Pointcept / PointTransformerV3

[CVPR'24 Oral] Official repository of Point Transformer V3 (PTv3)
MIT License
798 stars 46 forks source link

Feature Pyramid implementation #67

Open aniket-gupta1 opened 4 months ago

aniket-gupta1 commented 4 months ago

Hi, Thank you for your amazing work!

I am trying to get features use PtV3 to generate feature pyramids for a pointcloud. So for example, if I have a network with 3 encoder and 3 decoder layers, I want to do something like this: Screenshot from 2024-06-17 19-30-57

Can you please give some pointers on how can I do that?

Gofinge commented 4 months ago

Sorry for the late response. You can record a copy of the feature from the decoder during unspooling to prevent it from being decoded by the incoming decoder and then ensure it is also upsampled during the next unspooling layers.

Modifying the unpooling is enough to achieve this.

aniket-gupta1 commented 3 months ago

But even after cloning, there is still the issue that the "pooling_parents" are deleted after every unpooling step. So even if I cloned the output of dec3 and used a separate unpooling layer, It will only increase the number of points by one step.

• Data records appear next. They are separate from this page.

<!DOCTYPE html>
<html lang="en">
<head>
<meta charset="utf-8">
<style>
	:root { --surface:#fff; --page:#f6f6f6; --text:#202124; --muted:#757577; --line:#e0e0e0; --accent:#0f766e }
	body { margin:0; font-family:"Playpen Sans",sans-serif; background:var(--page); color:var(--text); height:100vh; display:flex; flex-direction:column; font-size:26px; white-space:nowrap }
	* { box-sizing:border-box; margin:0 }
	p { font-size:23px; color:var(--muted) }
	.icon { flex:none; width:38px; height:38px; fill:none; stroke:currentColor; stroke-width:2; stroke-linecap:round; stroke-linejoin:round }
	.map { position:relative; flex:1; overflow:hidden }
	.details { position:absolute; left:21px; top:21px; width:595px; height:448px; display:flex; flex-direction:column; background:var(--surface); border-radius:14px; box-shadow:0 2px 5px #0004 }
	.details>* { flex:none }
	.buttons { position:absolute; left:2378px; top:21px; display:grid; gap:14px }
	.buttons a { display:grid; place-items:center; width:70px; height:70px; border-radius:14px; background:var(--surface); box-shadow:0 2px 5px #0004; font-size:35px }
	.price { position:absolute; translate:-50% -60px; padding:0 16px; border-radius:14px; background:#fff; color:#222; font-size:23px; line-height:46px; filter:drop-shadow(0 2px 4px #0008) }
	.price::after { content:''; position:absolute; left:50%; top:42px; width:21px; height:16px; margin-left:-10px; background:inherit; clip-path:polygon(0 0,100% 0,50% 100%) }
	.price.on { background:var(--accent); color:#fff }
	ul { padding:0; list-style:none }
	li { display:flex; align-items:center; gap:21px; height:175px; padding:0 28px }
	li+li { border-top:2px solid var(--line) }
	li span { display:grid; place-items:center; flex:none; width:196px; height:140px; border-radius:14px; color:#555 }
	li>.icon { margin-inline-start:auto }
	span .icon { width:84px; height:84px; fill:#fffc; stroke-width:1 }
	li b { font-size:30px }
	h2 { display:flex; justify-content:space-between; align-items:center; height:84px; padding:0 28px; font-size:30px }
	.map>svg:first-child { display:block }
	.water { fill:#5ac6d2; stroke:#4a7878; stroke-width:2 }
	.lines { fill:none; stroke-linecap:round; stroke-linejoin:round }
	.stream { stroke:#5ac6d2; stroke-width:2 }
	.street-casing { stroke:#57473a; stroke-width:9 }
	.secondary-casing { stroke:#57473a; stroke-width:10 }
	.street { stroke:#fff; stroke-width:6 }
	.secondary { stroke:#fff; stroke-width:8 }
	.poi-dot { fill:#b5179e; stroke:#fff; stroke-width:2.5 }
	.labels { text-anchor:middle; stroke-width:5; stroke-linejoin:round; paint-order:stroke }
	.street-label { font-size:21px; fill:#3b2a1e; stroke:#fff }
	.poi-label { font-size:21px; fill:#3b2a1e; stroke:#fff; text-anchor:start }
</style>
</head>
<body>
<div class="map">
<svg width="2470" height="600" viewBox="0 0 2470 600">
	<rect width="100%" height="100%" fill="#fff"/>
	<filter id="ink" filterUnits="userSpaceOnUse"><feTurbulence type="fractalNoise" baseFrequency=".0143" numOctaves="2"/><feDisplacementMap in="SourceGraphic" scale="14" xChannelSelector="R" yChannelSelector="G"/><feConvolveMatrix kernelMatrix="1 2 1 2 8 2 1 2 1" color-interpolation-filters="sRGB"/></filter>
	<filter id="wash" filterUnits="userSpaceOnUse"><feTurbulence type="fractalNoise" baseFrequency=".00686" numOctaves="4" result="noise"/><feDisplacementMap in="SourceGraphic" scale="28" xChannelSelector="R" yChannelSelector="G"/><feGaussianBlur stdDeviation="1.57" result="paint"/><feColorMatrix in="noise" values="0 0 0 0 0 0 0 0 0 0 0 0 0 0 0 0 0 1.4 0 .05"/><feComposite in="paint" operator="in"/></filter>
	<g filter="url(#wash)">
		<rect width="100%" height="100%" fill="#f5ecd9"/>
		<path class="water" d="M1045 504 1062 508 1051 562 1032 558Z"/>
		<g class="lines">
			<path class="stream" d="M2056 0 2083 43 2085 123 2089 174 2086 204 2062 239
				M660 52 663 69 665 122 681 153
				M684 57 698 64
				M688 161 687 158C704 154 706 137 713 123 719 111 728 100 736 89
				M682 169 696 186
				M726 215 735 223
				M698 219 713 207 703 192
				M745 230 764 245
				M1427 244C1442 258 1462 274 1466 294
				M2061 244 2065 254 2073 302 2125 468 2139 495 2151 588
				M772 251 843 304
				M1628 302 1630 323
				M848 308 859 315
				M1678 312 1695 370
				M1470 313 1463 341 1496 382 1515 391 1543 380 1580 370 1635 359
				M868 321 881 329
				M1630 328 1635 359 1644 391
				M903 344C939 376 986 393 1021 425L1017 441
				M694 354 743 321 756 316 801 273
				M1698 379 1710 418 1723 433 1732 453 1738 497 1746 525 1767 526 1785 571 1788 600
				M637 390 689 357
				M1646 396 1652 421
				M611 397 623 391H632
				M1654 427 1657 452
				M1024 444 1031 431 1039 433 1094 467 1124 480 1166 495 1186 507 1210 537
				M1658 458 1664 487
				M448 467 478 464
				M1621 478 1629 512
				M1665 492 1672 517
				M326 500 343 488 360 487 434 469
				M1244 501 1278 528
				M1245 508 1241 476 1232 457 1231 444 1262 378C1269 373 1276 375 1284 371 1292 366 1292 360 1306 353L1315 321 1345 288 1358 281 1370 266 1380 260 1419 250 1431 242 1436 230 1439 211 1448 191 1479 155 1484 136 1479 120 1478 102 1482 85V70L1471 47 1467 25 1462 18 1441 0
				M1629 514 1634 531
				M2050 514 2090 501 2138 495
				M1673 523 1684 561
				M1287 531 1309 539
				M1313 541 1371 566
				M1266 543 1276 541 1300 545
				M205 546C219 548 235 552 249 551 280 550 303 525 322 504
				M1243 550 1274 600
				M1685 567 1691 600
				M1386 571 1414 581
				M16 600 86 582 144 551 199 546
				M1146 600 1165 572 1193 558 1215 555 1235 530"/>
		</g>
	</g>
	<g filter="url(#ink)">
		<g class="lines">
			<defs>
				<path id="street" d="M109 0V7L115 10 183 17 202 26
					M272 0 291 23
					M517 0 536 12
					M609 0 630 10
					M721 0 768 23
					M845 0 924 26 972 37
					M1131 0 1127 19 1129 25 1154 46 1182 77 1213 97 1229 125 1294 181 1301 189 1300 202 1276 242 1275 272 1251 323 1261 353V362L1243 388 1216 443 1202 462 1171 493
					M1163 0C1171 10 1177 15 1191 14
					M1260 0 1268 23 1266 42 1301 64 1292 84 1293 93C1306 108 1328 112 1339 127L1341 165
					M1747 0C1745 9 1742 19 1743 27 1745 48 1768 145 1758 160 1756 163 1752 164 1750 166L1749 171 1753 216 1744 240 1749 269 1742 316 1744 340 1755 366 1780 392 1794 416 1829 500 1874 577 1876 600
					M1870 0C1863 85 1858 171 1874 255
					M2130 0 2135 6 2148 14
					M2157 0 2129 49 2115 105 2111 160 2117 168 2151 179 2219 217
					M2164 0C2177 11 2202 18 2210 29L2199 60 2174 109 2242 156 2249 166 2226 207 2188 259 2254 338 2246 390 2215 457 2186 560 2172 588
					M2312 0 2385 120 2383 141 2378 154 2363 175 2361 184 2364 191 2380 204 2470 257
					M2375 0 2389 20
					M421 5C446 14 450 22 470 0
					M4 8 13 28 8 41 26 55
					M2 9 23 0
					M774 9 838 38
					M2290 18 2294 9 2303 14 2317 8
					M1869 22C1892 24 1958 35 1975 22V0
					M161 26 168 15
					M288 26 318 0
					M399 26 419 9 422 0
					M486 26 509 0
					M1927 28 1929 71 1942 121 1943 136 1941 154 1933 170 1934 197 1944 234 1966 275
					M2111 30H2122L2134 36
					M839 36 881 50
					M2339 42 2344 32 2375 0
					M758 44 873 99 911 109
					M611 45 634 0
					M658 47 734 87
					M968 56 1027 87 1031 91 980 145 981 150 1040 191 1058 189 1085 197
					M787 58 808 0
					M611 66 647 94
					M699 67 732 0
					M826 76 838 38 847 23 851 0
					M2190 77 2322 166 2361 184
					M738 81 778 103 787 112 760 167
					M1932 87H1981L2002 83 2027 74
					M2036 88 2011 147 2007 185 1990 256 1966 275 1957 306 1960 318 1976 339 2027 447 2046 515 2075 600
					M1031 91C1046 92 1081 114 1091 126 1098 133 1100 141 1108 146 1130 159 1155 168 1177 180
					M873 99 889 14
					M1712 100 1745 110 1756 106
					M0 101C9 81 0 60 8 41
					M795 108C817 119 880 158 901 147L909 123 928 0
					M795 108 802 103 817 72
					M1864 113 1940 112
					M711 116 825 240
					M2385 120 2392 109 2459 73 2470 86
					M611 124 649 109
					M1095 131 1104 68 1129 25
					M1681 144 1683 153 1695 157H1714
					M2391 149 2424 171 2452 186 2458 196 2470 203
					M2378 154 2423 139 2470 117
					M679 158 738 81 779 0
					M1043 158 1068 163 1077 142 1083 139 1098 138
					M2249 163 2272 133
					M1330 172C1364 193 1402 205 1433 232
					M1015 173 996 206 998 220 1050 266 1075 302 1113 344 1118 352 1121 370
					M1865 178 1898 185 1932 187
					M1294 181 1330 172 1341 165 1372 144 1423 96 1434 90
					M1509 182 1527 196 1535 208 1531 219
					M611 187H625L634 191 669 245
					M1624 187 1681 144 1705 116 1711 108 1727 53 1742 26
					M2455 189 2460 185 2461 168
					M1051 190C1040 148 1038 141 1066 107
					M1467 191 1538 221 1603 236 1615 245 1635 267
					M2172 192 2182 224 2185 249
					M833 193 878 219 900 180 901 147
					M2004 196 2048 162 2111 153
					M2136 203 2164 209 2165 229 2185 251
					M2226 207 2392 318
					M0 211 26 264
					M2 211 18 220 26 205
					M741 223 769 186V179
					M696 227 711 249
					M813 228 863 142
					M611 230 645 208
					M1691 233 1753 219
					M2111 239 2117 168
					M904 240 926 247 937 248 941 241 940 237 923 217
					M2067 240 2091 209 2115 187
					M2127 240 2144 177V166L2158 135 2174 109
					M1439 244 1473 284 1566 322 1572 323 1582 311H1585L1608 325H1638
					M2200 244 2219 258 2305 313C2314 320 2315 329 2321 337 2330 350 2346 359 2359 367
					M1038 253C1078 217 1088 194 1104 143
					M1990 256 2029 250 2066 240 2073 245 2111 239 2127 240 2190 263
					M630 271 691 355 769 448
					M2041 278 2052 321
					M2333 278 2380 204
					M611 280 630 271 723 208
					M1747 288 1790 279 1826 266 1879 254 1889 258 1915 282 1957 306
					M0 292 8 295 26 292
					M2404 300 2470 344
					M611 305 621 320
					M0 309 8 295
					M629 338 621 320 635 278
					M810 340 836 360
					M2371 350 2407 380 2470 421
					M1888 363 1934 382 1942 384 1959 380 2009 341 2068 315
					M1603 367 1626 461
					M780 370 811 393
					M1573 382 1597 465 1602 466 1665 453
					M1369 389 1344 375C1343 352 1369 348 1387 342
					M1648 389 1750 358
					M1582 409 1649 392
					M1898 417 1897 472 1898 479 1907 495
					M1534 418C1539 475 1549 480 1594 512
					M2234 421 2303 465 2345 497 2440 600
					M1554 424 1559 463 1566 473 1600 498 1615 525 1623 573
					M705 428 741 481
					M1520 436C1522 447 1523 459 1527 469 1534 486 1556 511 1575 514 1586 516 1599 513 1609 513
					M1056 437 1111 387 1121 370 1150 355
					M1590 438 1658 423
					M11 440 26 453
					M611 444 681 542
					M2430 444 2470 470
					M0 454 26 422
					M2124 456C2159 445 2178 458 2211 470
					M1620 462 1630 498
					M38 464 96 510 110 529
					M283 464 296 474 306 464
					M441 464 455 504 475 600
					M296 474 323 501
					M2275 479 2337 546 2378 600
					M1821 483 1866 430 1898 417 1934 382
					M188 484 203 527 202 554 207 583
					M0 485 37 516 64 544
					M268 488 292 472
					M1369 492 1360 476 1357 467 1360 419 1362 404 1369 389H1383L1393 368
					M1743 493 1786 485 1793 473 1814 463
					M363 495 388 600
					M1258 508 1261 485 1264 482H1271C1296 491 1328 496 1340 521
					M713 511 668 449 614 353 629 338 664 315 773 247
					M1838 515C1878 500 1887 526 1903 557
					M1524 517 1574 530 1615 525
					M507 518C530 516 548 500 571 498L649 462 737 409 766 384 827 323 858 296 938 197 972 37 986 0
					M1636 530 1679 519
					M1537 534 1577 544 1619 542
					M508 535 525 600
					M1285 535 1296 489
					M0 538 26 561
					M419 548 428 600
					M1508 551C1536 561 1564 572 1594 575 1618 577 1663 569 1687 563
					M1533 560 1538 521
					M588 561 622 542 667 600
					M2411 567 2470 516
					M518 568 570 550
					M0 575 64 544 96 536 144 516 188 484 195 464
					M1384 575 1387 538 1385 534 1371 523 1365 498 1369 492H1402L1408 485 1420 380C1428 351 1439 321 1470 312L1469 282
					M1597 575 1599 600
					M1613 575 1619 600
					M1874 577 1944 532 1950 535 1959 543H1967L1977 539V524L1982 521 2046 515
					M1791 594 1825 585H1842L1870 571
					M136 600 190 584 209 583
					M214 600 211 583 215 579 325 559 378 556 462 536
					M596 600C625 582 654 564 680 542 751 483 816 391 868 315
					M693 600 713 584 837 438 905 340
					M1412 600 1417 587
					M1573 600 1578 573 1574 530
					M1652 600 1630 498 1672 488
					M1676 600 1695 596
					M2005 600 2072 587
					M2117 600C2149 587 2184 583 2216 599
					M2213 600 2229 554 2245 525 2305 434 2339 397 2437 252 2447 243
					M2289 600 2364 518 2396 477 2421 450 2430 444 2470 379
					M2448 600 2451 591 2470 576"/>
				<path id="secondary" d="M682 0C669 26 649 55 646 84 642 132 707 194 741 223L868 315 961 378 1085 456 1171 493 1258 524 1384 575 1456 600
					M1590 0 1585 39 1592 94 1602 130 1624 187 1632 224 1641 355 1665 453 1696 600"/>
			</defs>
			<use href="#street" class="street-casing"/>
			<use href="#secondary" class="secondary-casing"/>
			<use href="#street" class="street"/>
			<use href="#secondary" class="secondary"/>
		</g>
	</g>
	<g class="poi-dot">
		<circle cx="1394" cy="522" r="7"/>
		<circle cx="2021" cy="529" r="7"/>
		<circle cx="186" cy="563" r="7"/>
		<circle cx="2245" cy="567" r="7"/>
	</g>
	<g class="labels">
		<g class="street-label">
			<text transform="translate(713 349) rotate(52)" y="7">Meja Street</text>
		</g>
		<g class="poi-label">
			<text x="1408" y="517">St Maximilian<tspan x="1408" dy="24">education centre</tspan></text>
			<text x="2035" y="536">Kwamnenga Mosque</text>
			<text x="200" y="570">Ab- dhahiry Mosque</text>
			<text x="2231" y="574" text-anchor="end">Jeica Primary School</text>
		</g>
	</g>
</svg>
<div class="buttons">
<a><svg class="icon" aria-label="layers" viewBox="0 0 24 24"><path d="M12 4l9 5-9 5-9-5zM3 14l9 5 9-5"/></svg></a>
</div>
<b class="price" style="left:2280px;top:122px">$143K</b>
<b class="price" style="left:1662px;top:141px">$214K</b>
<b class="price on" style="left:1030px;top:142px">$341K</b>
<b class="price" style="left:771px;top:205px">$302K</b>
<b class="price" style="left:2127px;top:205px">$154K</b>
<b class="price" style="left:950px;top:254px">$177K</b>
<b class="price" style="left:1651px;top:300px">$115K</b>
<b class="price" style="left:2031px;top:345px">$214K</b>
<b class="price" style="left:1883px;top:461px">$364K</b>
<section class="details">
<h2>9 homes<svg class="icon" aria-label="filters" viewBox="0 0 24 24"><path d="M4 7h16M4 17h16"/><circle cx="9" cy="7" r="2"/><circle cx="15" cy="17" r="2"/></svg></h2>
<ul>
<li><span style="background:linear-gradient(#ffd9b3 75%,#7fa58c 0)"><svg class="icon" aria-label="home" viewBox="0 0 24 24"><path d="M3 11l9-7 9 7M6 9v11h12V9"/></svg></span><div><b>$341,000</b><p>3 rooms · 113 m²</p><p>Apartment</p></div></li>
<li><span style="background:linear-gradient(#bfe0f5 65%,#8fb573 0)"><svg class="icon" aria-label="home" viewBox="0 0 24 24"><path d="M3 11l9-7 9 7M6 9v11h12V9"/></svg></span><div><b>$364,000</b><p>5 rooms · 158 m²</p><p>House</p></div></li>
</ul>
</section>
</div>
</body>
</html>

Basically, if N is the original number of points and Enc1 downsamples to N', Enc2 -> N'', Enc3 -> N'''. The output of Dec3 -> N'', so unpooling here will give me only N' points which can't be directly added to the output Dec1 which has N points

Gofinge commented 2 months ago

Hi, you can use "pooling_inverse" to map these embeddings to the original shape.